For nearly a century, Beirut’s newsstands and booksellers have provided a fertile culture of illustrated literature. Local political cartoons date back to the 1920’s, when caricatures of personalities and politicos were common features of broadsheets. Of note is the satirical magazine, Al-Dabbour, which was founded in 1922 (it closed in 1978, and re-launched in 2000). With traditional caricatures of politicians—fat, exaggerated faces sitting on skinny bodies—Al-Dabbour publishes political commentary similar to its European and North American counterparts, often with lofty metaphors and too many labels. (In a publication for local readers, labeling a map “Lebanon” seems superfluous.)

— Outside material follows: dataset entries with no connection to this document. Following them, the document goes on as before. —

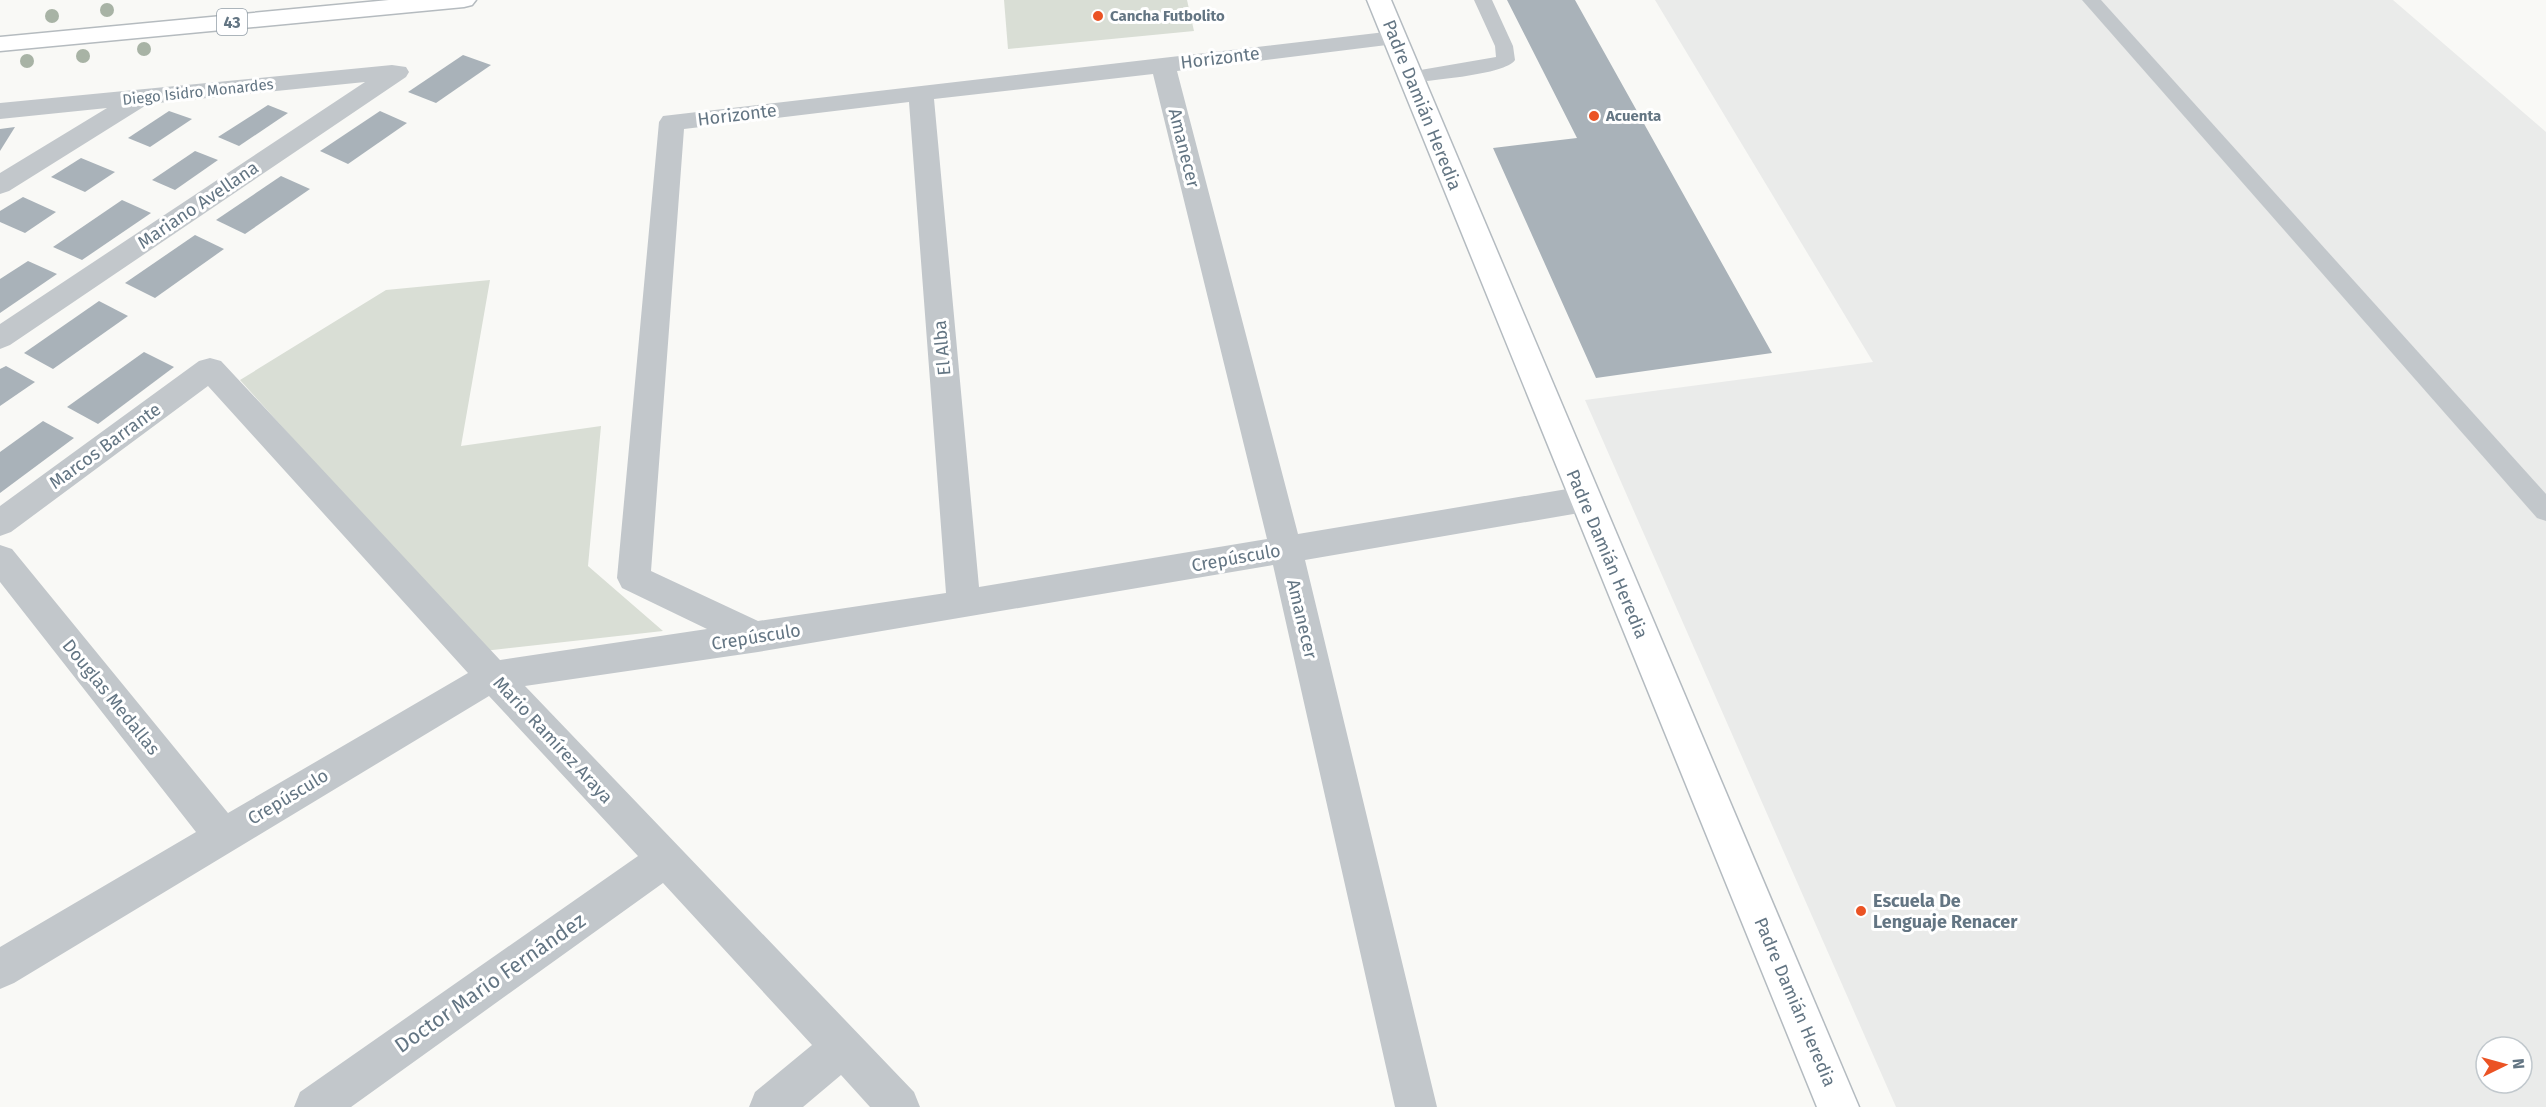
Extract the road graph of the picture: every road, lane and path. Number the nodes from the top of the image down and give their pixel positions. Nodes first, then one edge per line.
1 (464, 0) edge
2 (1379, 0) edge
3 (1483, 0) edge
4 (2091, 0) edge
5 (1394, 38) junction
6 (0, 44) edge
7 (1163, 64) junction
8 (397, 72) joint
9 (1410, 77) junction
10 (921, 93) junction
11 (143, 98) junction
12 (0, 111) edge
13 (0, 185) edge
14 (0, 338) edge
15 (210, 369) joint
16 (1585, 499) junction
17 (2546, 511) edge
18 (0, 523) edge
19 (1286, 550) junction
20 (0, 558) edge
21 (964, 604) junction
22 (758, 637) junction
23 (493, 676) junction
24 (223, 836) junction
25 (665, 859) junction
26 (0, 969) edge
27 (842, 1047) junction
28 (315, 1107) edge
29 (770, 1107) edge
30 (899, 1107) edge
31 (1416, 1107) edge
32 (1838, 1107) edge

1 - 6 street, 43
2 - 5 street, Padre Damián Heredia
3 - 9 lane
4 - 17 lane
5 - 7 street, Horizonte
5 - 9 street, Padre Damián Heredia
7 - 10 street, Horizonte
7 - 19 street, Amanecer
8 - 11 street, Diego Isidro Monardes
8 - 14 street, Mariano Avellana
9 - 16 street, Padre Damián Heredia
10 - 21 street, El Alba
10 - 22 street, Horizonte
11 - 12 street, Diego Isidro Monardes
11 - 13 street
15 - 18 street, Marcos Barrante
15 - 23 street, Mario Ramírez Araya
16 - 19 street, Crepúsculo
16 - 32 street, Padre Damián Heredia
19 - 21 street, Crepúsculo
19 - 31 street, Amanecer
20 - 24 street, Douglas Medallas
21 - 22 street, Crepúsculo
22 - 23 street, Crepúsculo
23 - 24 street, Crepúsculo
23 - 25 street, Mario Ramírez Araya
24 - 26 street, Crepúsculo
25 - 27 street, Mario Ramírez Araya
25 - 28 street, Doctor Mario Fernández
27 - 29 street
27 - 30 street, Mario Ramírez Araya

Regarding children’s comics, in 1955, Bissat El-Reeh was published in Beirut, a few years after the kid’s magazine Samir sprung up in Egypt. As early as 1964, Superman in Arabic appeared in Beirut bookstores, shipped from Egyptian printers. Weekly translated editions of Superman—as well as other heroes and cartoon characters, such as Lulu—became staples of children’s reading diets and began being published in Beirut, too. Lebanon is where superheroes and other famous Western characters took a foothold in the Middle East.[8] Jad grew up reading Tin Tin and Asterix. In an ecosystem of comics and caricature, the opportunity for experimentation presented by alternative comix was a natural step.
Jad quit his studies at the Académie Libanaise des Beaux-Arts to try his hand at the emerging art form. He hesitates to say he is the first to apply comic lens to grown-up themes. But his 1980 album Carnival, a three-act dream of the war, is certainly a milestone for Arab comix.[9] For Jad, the shift was much more than technical adjustment. “Comix are not a medium. It’s a genre of art, and you have to express yourself,” he says, adjusting his black baseball cap, a ponytail hanging through the back.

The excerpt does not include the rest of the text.